Expanding the horizons of G protein-coupled receptor structure-based ligand discovery and optimization using homology models

Abstract

With >800 members in humans, the G protein-coupled receptor (GPCR) super-family is the target for more than 30% of the marketed drugs. The recent boom in GPCR crystallography has enabled the solution of ∼30 different GPCR structures, which boosted the identification and optimization of novel modulators and new chemical entities through structure-based strategies. However, the number of available structures represents a small part of the human GPCR druggable target space, and its complete coverage in the near future seems unlikely. Homology modelling represents a reliable tool to fill this gap, and hence to vastly expand the horizons of structure-based drug discovery and design. In this Feature Article, we show from a wealth of retrospective and prospective studies that in spite of the pitfalls of and standing challenges in homology modelling, structural models have been critical for the blossoming and success of GPCR structure-based lead discovery and optimization endeavours; in addition, they have also been instrumental in characterizing receptor–ligand interaction, guiding the design of site-directed mutagenesis and SAR studies, and assessing off-target effects.

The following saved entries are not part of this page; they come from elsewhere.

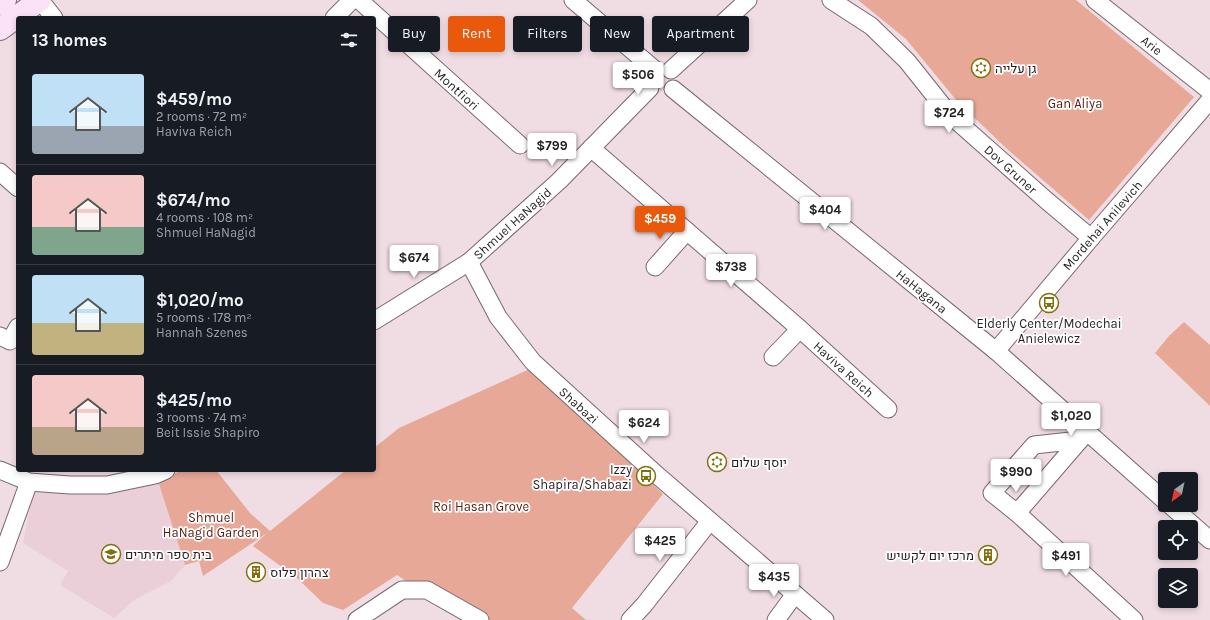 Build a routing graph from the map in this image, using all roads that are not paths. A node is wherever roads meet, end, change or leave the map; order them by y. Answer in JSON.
{"nodes":[{"id":1,"x":5,"y":0,"type":"edge"},
{"id":2,"x":40,"y":0,"type":"edge"},
{"id":3,"x":352,"y":0,"type":"edge"},
{"id":4,"x":359,"y":0,"type":"edge"},
{"id":5,"x":573,"y":0,"type":"edge"},
{"id":6,"x":748,"y":0,"type":"edge"},
{"id":7,"x":831,"y":0,"type":"edge"},
{"id":8,"x":1095,"y":0,"type":"edge"},
{"id":9,"x":0,"y":4,"type":"edge"},
{"id":10,"x":18,"y":16,"type":"edge"},
{"id":11,"x":52,"y":16,"type":"edge"},
{"id":12,"x":336,"y":16,"type":"edge"},
{"id":13,"x":16,"y":17,"type":"edge"},
{"id":14,"x":0,"y":29,"type":"edge"},
{"id":15,"x":654,"y":69,"type":"junction"},
{"id":16,"x":671,"y":70,"type":"junction"},
{"id":17,"x":650,"y":88,"type":"junction"},
{"id":18,"x":673,"y":89,"type":"junction"},
{"id":19,"x":1210,"y":91,"type":"edge"},
{"id":20,"x":1210,"y":100,"type":"edge"},
{"id":21,"x":520,"y":145,"type":"dead end"},
{"id":22,"x":591,"y":148,"type":"junction"},
{"id":23,"x":0,"y":172,"type":"edge"},
{"id":24,"x":16,"y":186,"type":"edge"},
{"id":25,"x":687,"y":231,"type":"junction"},
{"id":26,"x":1091,"y":238,"type":"junction"},
{"id":27,"x":469,"y":262,"type":"junction"},
{"id":28,"x":655,"y":267,"type":"dead end"},
{"id":29,"x":376,"y":320,"type":"edge"},
{"id":30,"x":800,"y":329,"type":"junction"},
{"id":31,"x":16,"y":331,"type":"edge"},
{"id":32,"x":0,"y":336,"type":"edge"},
{"id":33,"x":996,"y":351,"type":"junction"},
{"id":34,"x":773,"y":357,"type":"dead end"},
{"id":35,"x":888,"y":409,"type":"dead end"},
{"id":36,"x":1083,"y":436,"type":"junction"},
{"id":37,"x":0,"y":470,"type":"edge"},
{"id":38,"x":162,"y":472,"type":"edge"},
{"id":39,"x":29,"y":482,"type":"junction"},
{"id":40,"x":1158,"y":495,"type":"edge"},
{"id":41,"x":1178,"y":512,"type":"edge"},
{"id":42,"x":1018,"y":513,"type":"junction"},
{"id":43,"x":710,"y":521,"type":"junction"},
{"id":44,"x":1210,"y":540,"type":"edge"},
{"id":45,"x":0,"y":562,"type":"edge"},
{"id":46,"x":795,"y":594,"type":"junction"},
{"id":47,"x":357,"y":620,"type":"edge"},
{"id":48,"x":480,"y":620,"type":"edge"},
{"id":49,"x":630,"y":620,"type":"edge"},
{"id":50,"x":776,"y":620,"type":"edge"},
{"id":51,"x":824,"y":620,"type":"edge"},
{"id":52,"x":1134,"y":620,"type":"edge"}],
"edges":[{"from":1,"to":9,"type":"street"},
{"from":2,"to":10,"type":"street"},
{"from":2,"to":11,"type":"street"},
{"from":3,"to":12,"type":"street"},
{"from":4,"to":21,"type":"street","name":"Montfiori"},
{"from":5,"to":15,"type":"street"},
{"from":6,"to":16,"type":"street"},
{"from":7,"to":26,"type":"street","name":"Dov Gruner"},
{"from":8,"to":19,"type":"street","name":"Arie"},
{"from":13,"to":14,"type":"street"},
{"from":15,"to":16,"type":"street"},
{"from":15,"to":17,"type":"street"},
{"from":16,"to":18,"type":"street"},
{"from":17,"to":18,"type":"street"},
{"from":17,"to":22,"type":"street","name":"Shmuel HaNagid"},
{"from":18,"to":33,"type":"street","name":"HaHagana"},
{"from":20,"to":26,"type":"street","name":"Mordehai Anilevich"},
{"from":22,"to":25,"type":"street","name":"Haviva Reich"},
{"from":22,"to":27,"type":"street","name":"Shmuel HaNagid"},
{"from":23,"to":24,"type":"street"},
{"from":25,"to":28,"type":"street"},
{"from":25,"to":30,"type":"street","name":"Haviva Reich"},
{"from":26,"to":33,"type":"street","name":"Mordehai Anilevich"},
{"from":27,"to":29,"type":"street","name":"Shmuel HaNagid"},
{"from":27,"to":43,"type":"street","name":"Shabazi"},
{"from":30,"to":34,"type":"street"},
{"from":30,"to":35,"type":"street","name":"Haviva Reich"},
{"from":31,"to":32,"type":"street"},
{"from":33,"to":36,"type":"street","name":"HaHagana"},
{"from":36,"to":40,"type":"street","name":"HaHagana"},
{"from":36,"to":42,"type":"street"},
{"from":36,"to":42,"type":"street"},
{"from":37,"to":39,"type":"street"},
{"from":38,"to":39,"type":"street"},
{"from":39,"to":45,"type":"street"},
{"from":41,"to":44,"type":"street"},
{"from":42,"to":52,"type":"street"},
{"from":43,"to":46,"type":"street","name":"Shabazi"},
{"from":43,"to":49,"type":"street"},
{"from":46,"to":50,"type":"street"},
{"from":46,"to":51,"type":"street","name":"Shabazi"},
{"from":47,"to":48,"type":"street"}]}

Considering though their current limitations, we also discuss the most pressing issues to develop more accurate homology modelling strategies, with a special focus on the integration of computational tools with biochemical, biophysical and QSAR data, highlighting methodological aspects and recent progress. The teachings of the three GPCR Dock community-wide assessments and the fresh developments in GPCR classes B, C and F are commented. This is a fast growing and highly promising field of research, and in the coming years, the use of high-quality models should enable the discovery of a growing number of potent, selective and efficient GPCR drug leads with high therapeutic potential through receptor structure-based strategies.